She closed the door and bolted it. Then she brought me into her bed, where we again disrobed and embraced happily. We did not make love, preferring just to caress each other’s skin and kiss.
Anna fell asleep in my arms. Before dawn, I reluctantly left her still sleeping, and dressed, wrapping my cloak around my face and hands. Then I moved to the cold uncomfortable floor, that I might pass the day beneath her bed with none but her the wiser.
* * * *
Anna discovered where I was when she awoke. She told me to rest, that she would be back close to nightfall.
“Can you procure me some clothes?” I asked sheepishly. “Mine are terribly bloody.”
“Yes. Toss your bloody ones in the fireplace. We’ll burn them tonight. Goodbye.” With a last chaste kiss, she hurried out.
I did as she asked, then returned to my hiding place. The stone floor was uncomfortable, but I’d passed many days in similar suboptimal hideaways. It was much less risky than lounging in her bed, especially as I was now without clothes, having saved only my boots and my cloak.
I rested there, wrapped in another blanket until she returned that night. By that time, my libido had returned to its normal insatiable level and my lust for her blood was at a crescendo. I was kissing her passionately as soon as she had locked the door behind her.
We made love and I drank from her again, though the latter I did sparingly. I did not want harm to come to her. It was too good to be with someone that meant something to me who cared about me, too.
I must add here something, as it occurs to me it is not obvious: I had, at that time, very limited knowledge of what I could and couldn’t do. That boiled down to no sunlight, no food, and that I had to drink blood or I’d get more and more logy until I could not stay conscious from lack of energy. That had happened to me once or twice, and both times, I’d had to drain a person completely to regain my full senses. I also knew that I couldn’t be killed by cold or a simple wound, of course, but the limits of what I could do besides that had never been tested. As Anna dozed beside me, I contemplated that mystery for the first time: why had I never cared to verify my potential powers before now?
The bear had been a powerful opponent. Yes, it had been wounded, but I’d faced it, and won with only a knife and my fangs. A great deal of that had been my ability to heal my bodily damage when I’d drained it of blood. That meant that I’d probably be able to take killing wounds and not die, so long as I fed shortly after. That attribute might be the very thing that ensured our escape, so long as I could control my fear of being killed.
I’d healed minor wounds quickly over the years. I knew from practice that somehow my saliva could heal up the puncture marks my fangs made, so long as the drain-ee wasn’t already dead. But that I could heal so completely so quickly with a large infusion of blood was a complete surprise.
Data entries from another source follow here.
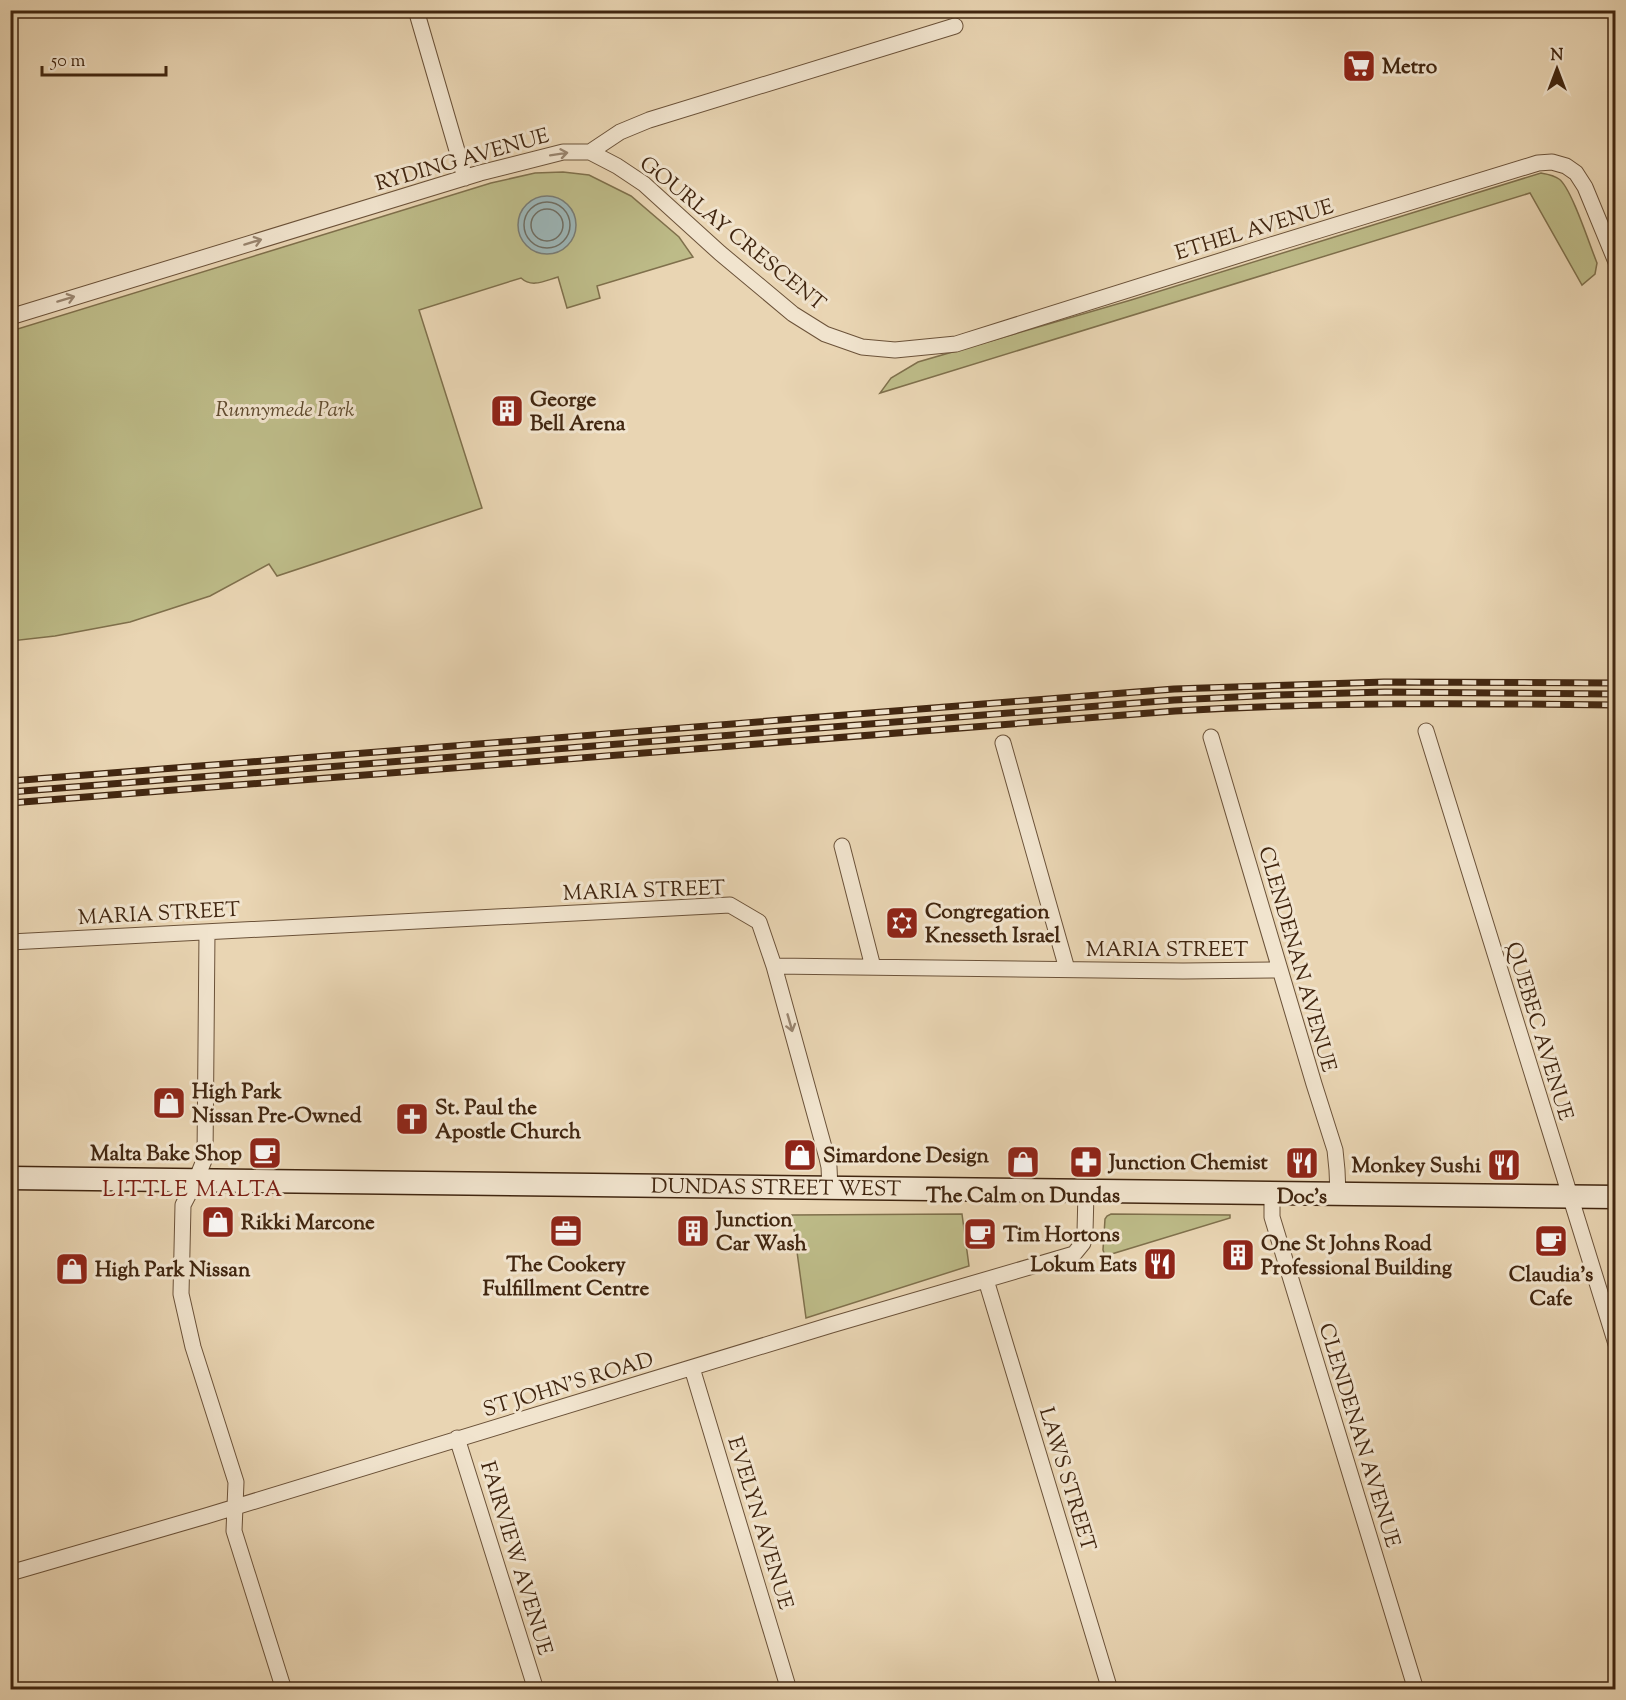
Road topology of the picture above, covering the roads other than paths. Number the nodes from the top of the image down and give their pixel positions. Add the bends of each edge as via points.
1 (416, 10) edge
2 (955, 26) dead end
3 (590, 153) junction
4 (465, 177) junction
5 (1616, 262) edge
6 (10, 316) edge
7 (956, 344) joint
8 (1426, 731) dead end
9 (1211, 737) dead end
10 (1003, 743) dead end
11 (842, 846) dead end
12 (207, 932) junction
13 (10, 942) edge
14 (774, 966) junction
15 (873, 967) junction
16 (1067, 969) junction
17 (1280, 970) junction
18 (10, 1178) edge
19 (196, 1180) junction
20 (830, 1189) junction
21 (1086, 1192) junction
22 (1272, 1192) junction
23 (1338, 1194) junction
24 (1569, 1197) junction
25 (1616, 1197) edge
26 (986, 1280) junction
27 (1616, 1344) edge
28 (692, 1368) junction
29 (457, 1438) junction
30 (236, 1506) junction
31 (10, 1573) edge
32 (284, 1689) edge
33 (536, 1689) edge
34 (789, 1689) edge
35 (1110, 1689) edge
36 (1416, 1689) edge

1 - 4 street
2 - 3 street via 649,120 620,132
4 -> 3 street, RYDING AVENUE via 563,152
3 - 7 street, GOURLAY CRESCENT via 644,184 793,314 825,334 862,347 895,350
6 -> 4 street, RYDING AVENUE
5 - 7 street, ETHEL AVENUE via 1576,173 1552,162 1538,163
8 - 24 street, QUEBEC AVENUE
9 - 17 street, CLENDENAN AVENUE
10 - 16 street
11 - 15 street
12 - 13 street, MARIA STREET
12 - 14 street, MARIA STREET via 730,905 759,922
12 - 19 street via 205,1158
14 - 15 street, MARIA STREET
14 -> 20 street via 830,1167
15 - 16 street, MARIA STREET
16 - 17 street, MARIA STREET
17 - 23 street, CLENDENAN AVENUE via 1335,1150
18 - 19 main road, DUNDAS STREET WEST
19 - 20 main road, DUNDAS STREET WEST
19 - 30 street via 183,1205 181,1294 193,1347 236,1482
20 - 21 main road, DUNDAS STREET WEST
21 - 22 main road, DUNDAS STREET WEST
21 - 26 street, ST JOHN'S ROAD via 1083,1243 1074,1254
22 - 23 main road, DUNDAS STREET WEST
22 - 36 street, CLENDENAN AVENUE via 1272,1217
23 - 24 main road, DUNDAS STREET WEST
24 - 25 main road, DUNDAS STREET WEST
24 - 27 street, QUEBEC AVENUE
26 - 28 street, ST JOHN'S ROAD
26 - 35 street, LAWS STREET
28 - 29 street, ST JOHN'S ROAD
28 - 34 street, EVELYN AVENUE
29 - 30 street, ST JOHN'S ROAD
29 - 33 street, FAIRVIEW AVENUE
30 - 31 street, ST JOHN'S ROAD
30 - 32 street via 234,1531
This untapped power of mine begged another question: what else might I be capable of that I hadn’t known? The legends I had heard said vampires could fly, and turn into rats, or mist, or wolves, or bats, couldn’t cross running water, and that they couldn’t touch silver, or anything of God, be it cross, Bible, or consecrated ground or objects. I knew the touch of a holy object had no impact on me, and water affected me no different than it did a human. Aside from God and water, was the rest true? How to know, as I’d never met another vampire in my travels? How did one learn to shift form if there was no one to teach them?
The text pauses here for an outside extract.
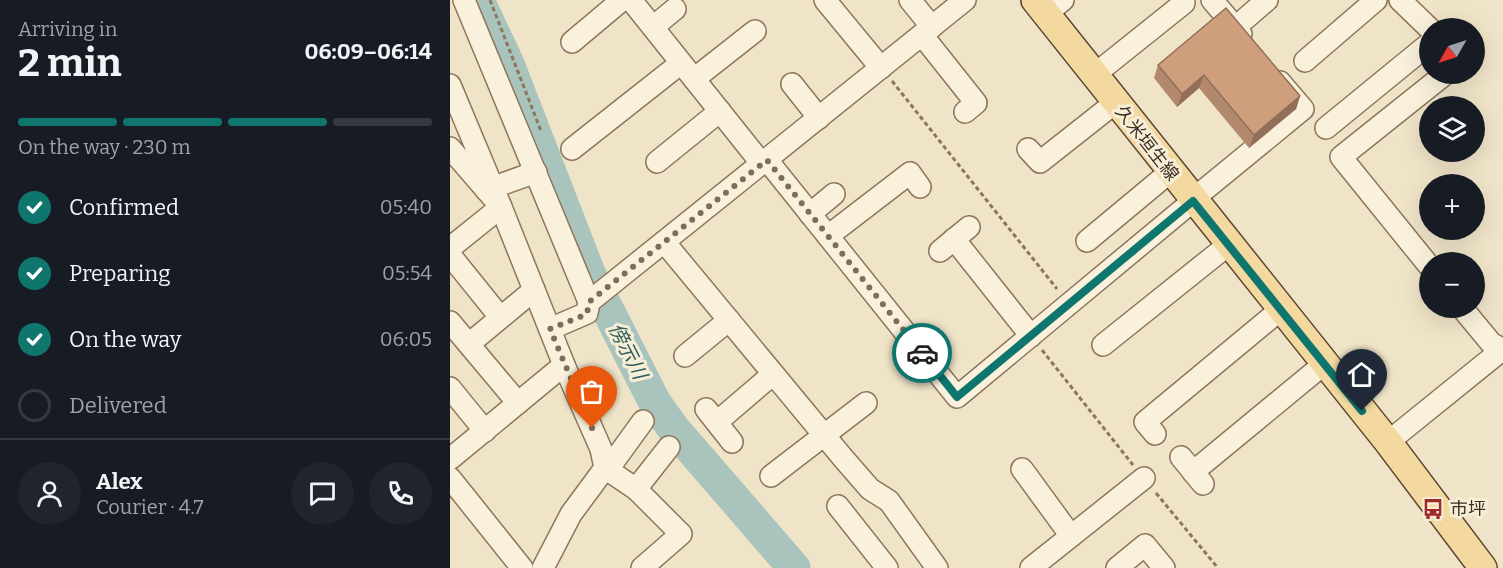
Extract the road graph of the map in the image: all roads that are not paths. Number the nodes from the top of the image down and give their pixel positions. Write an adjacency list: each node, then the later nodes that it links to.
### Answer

I tried concentrating, and was not able to turn into anything other than human. So I checked that off my list. Next, I tried standing and levitating. That didn’t work at all either. There was no silver in Anna’s room, so that would have to wait for another time. Besides, now I had a headache.
I also had the more pressing problem of how to escape with Anna. Any more vampiric discoveries would have to wait until we were settled away from this place. I made a mental note to research what I could of legends. Anna was right: this is what I was. I’d spent more than enough time not knowing the manner of creature I’d become.
* * * *
Anna awoke a little after midnight. After making love again, she disentangled herself from me, and reached for a goblet beside her bed. I stopped her, when I saw what was in it.
“Don’t, Love. You risk your life needlessly.”
“I must,” she said. “We can have children when we are settled, Dev. But we may have to travel for weeks, or months and we can’t afford—”
“I can’t give you one, ever,” I said hesitantly. “I am unable to, Love.”
Anna looked at me for a long moment. She seemed sad.
I’d heard her say she didn’t want to be a mother, but I didn’t know how to mention that without sounding like an eavesdropper. I’d try another tack. “Can you still be with me, knowing this? I’ll understand if you cannot. Most women want children.”
“Are you sure?”
“It has never happened since I was turned, to my knowledge.”
“And before?”
Heat suffused my face. “Yes, more than a few times. I was very fertile when I was mortal. But in the last two hundred years—”
“Are you so old?” she said in a hushed voice.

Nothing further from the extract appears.